2006-01-10 Thread Sven Luther
On Tue, Jan 10, 2006 at 02:52:07AM -0800, Steve Langasek wrote:
b) we move the affected modules to non-free. Well those that have their
licencing solved, the others will simply no more be distributed, or
distributed form an unofficial source.
 
 Probably overkill, and causes significant problems unless we are able to
 provide better infrastructure for such modules in the installer.
 
c) we move the firmware in non-free, and actively use the request_firmware
mechanism.
 
 Seems like a pretty good division, but if there are users who *need* the
 non-free firmware, we still have problems unless there's some way for them
 to grab it in the installer.

Both will need the same amount of work in the installer. we are speaking
network and scsi drivers here, those are used for the install and for the root
filesystem.

d) we go for a new GR, asking for an exception for the linux kernel, in
order to still stay in main, even though the firmware is non-free, arguing
that said firmware is more akin to hardware, since it replaces firmware 
  on a
prom or flash on the expansion card, and you thus lose no freedom if we
distribute it, and the pain the other solutions will cause to ourselves 
  and
our users.
 
 So, see my latest post to -project about that.

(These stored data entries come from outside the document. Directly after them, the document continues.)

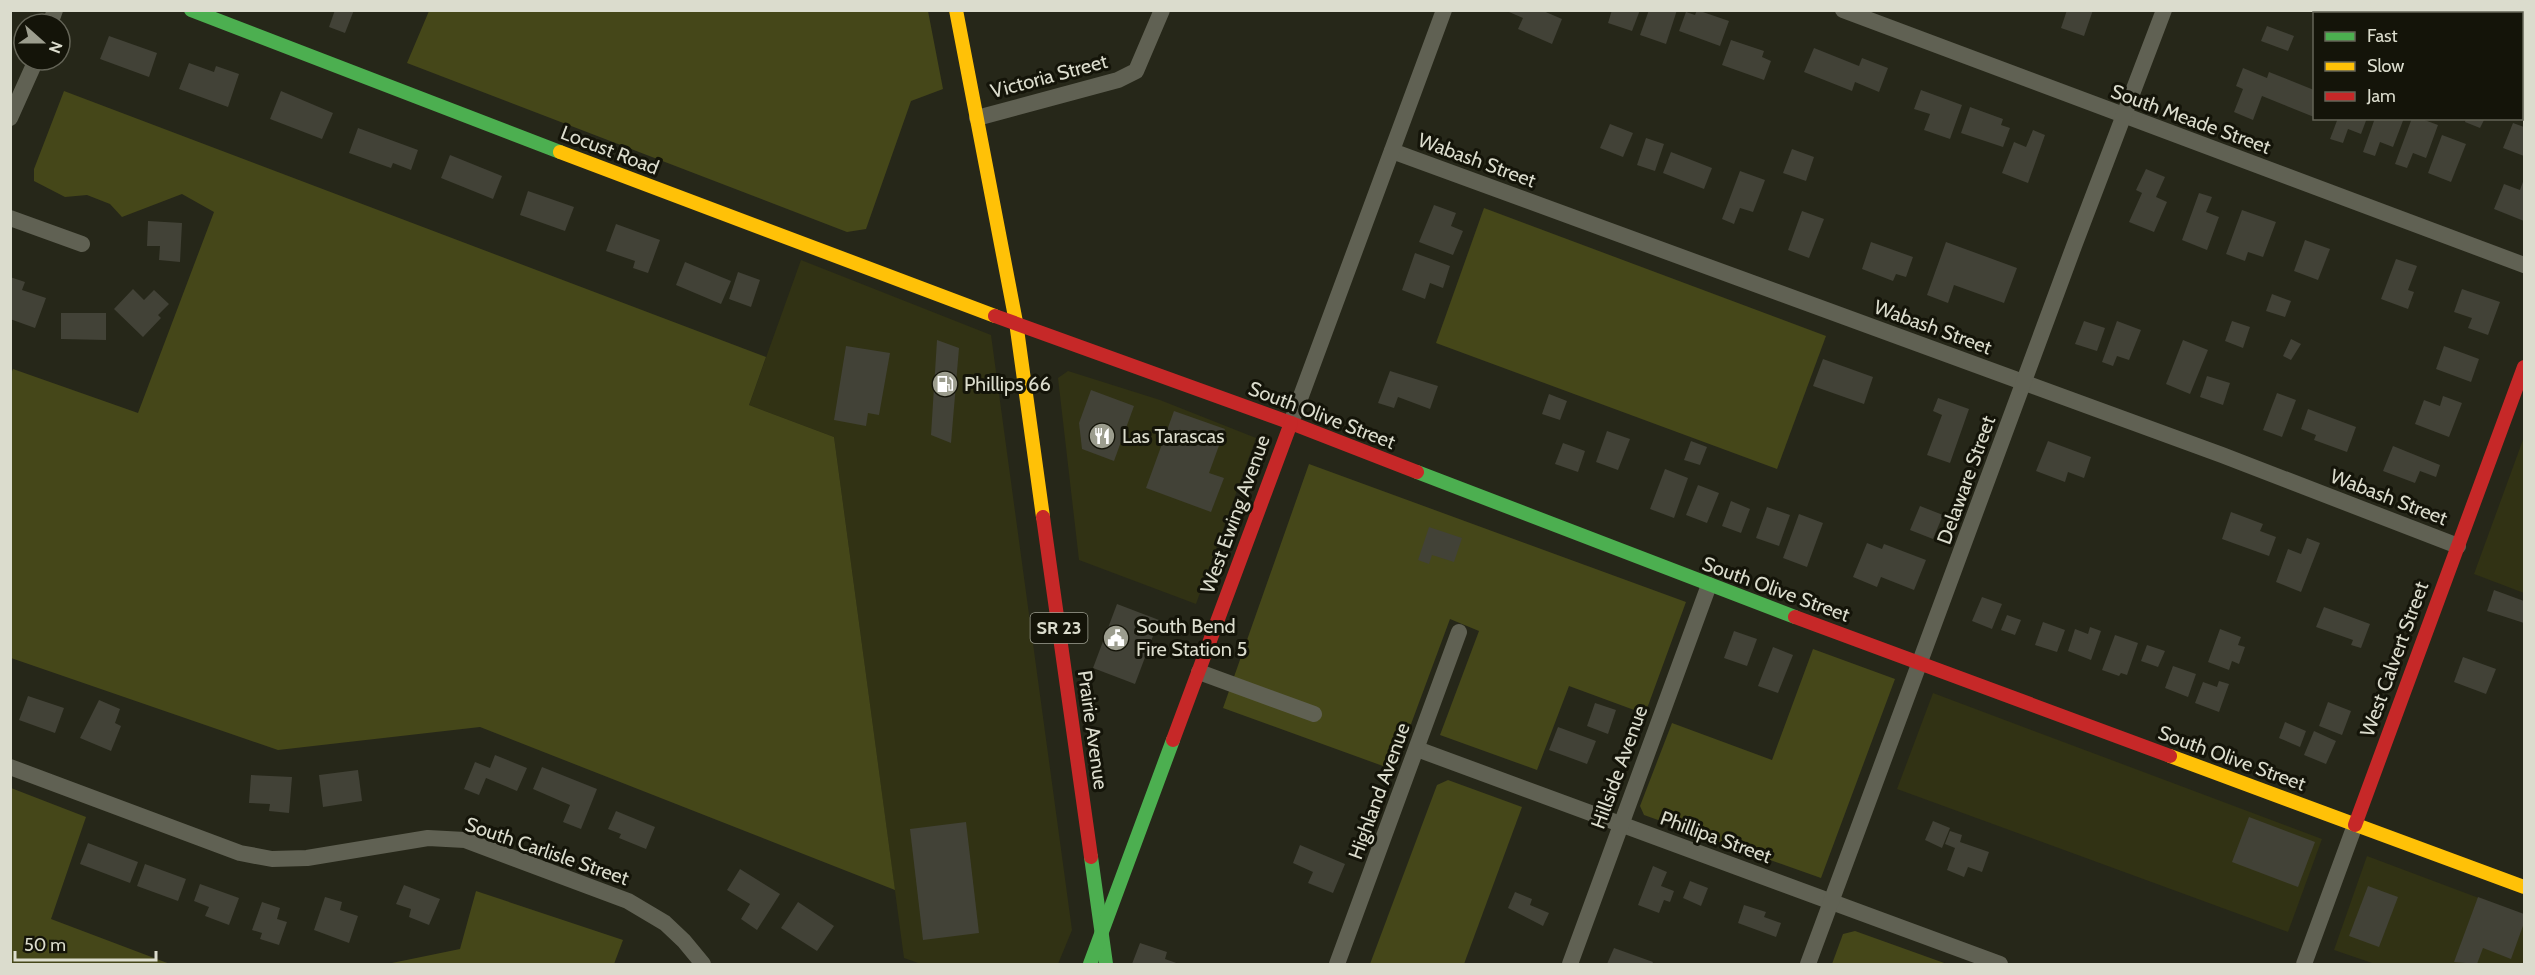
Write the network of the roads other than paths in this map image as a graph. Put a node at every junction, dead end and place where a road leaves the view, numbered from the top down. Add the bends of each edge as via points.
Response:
1 (191, 10) edge
2 (956, 10) edge
3 (1162, 10) edge
4 (1444, 10) edge
5 (1843, 10) edge
6 (2164, 10) edge
7 (31, 72) edge
8 (2124, 116) junction
9 (10, 118) edge
10 (977, 118) junction
11 (1392, 151) junction
12 (10, 218) edge
13 (82, 244) dead end
14 (2524, 265) edge
15 (1016, 322) junction
16 (2524, 367) edge
17 (2024, 383) junction
18 (1291, 423) junction
19 (2458, 546) junction
20 (1709, 585) junction
21 (1459, 632) dead end
22 (1919, 663) junction
23 (1199, 672) junction
24 (1314, 714) dead end
25 (1417, 749) junction
26 (10, 767) edge
27 (1620, 824) junction
28 (2355, 825) junction
29 (2524, 887) edge
30 (1830, 902) junction
31 (1102, 933) junction
32 (703, 964) edge
33 (1090, 964) edge
34 (1106, 964) edge
35 (1337, 964) edge
36 (1570, 964) edge
37 (1808, 964) edge
38 (2000, 964) edge
39 (2304, 964) edge

1 - 15 street, Locust Road via 879,274
2 - 10 street, SR 23
3 - 10 street, Victoria Street via 1137,71 1118,80
4 - 11 street, West Ewing Avenue
5 - 8 street, South Meade Street
6 - 8 street, Delaware Street
7 - 9 street
8 - 14 street, South Meade Street
8 - 17 street, Delaware Street
10 - 15 street, SR 23
11 - 17 street, Wabash Street
11 - 18 street, West Ewing Avenue
12 - 13 street
15 - 18 street, South Olive Street
15 - 31 street, Prairie Avenue / SR 23
16 - 19 street, West Calvert Street
17 - 19 street, Wabash Street
17 - 22 street, Delaware Street
18 - 20 street, South Olive Street
18 - 23 street, West Ewing Avenue
19 - 28 street, West Calvert Street
20 - 22 street, South Olive Street
20 - 27 street, Hillside Avenue
21 - 25 street, Highland Avenue
22 - 28 street, South Olive Street
22 - 30 street, Delaware Street
23 - 24 street
23 - 31 street, West Ewing Avenue
25 - 27 street, Phillipa Street
25 - 35 street, Highland Avenue
26 - 32 street, South Carlisle Street via 240,853 272,859 307,858 428,838 465,840 628,901 665,923
27 - 30 street, Phillipa Street
27 - 36 street, Hillside Avenue
28 - 29 street, South Olive Street
28 - 39 street, West Calvert Street
30 - 37 street, Delaware Street
30 - 38 street, Phillipa Street
31 - 33 street, West Ewing Avenue
31 - 34 street, Prairie Avenue / SR 23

Yep, saw it first actually.

  I think everyone agrees that a) is not a possibility. Both b) and c) 
  require a
  non-negligible amount of work, altough b) is less work than c), but c) is 
  the
  better solution, and also to the best of my knowledge the one which upstream
  seems to favour, altough both may mean a long-term additional work for the
  kernel-team, work which the kernel team is not really prepared to make, 
  which
  leaves d). Not sure if d) is politically right right now with regard to the
  GFDL situation, but that is another issue, which will then need to be 
  debated.
 
 I don't consider this analogous to the GFDL.  The firmware question is what
 format must a work be made available in for us to consider it free?  The
 GFDL question is what freedoms must the copyright holder have granted to us
 for us to consider it free?

I meant it would provide for a less strong standing on the GFDL front. They
will say, see you didn't like the GFDL, but you are accepting non-free
firmware, which is worse.

  Also, if we go the BSP way, it has to make clear that it had to be a long
  standing and coordinated effort, since random patches of dubious quality 
  will
  probably only make matters worse for the kernel team..
 
 Seems like a poor fit for a BSP then, IMHO.  BSPs work best when you can put
 people to work immediately with little learning curve.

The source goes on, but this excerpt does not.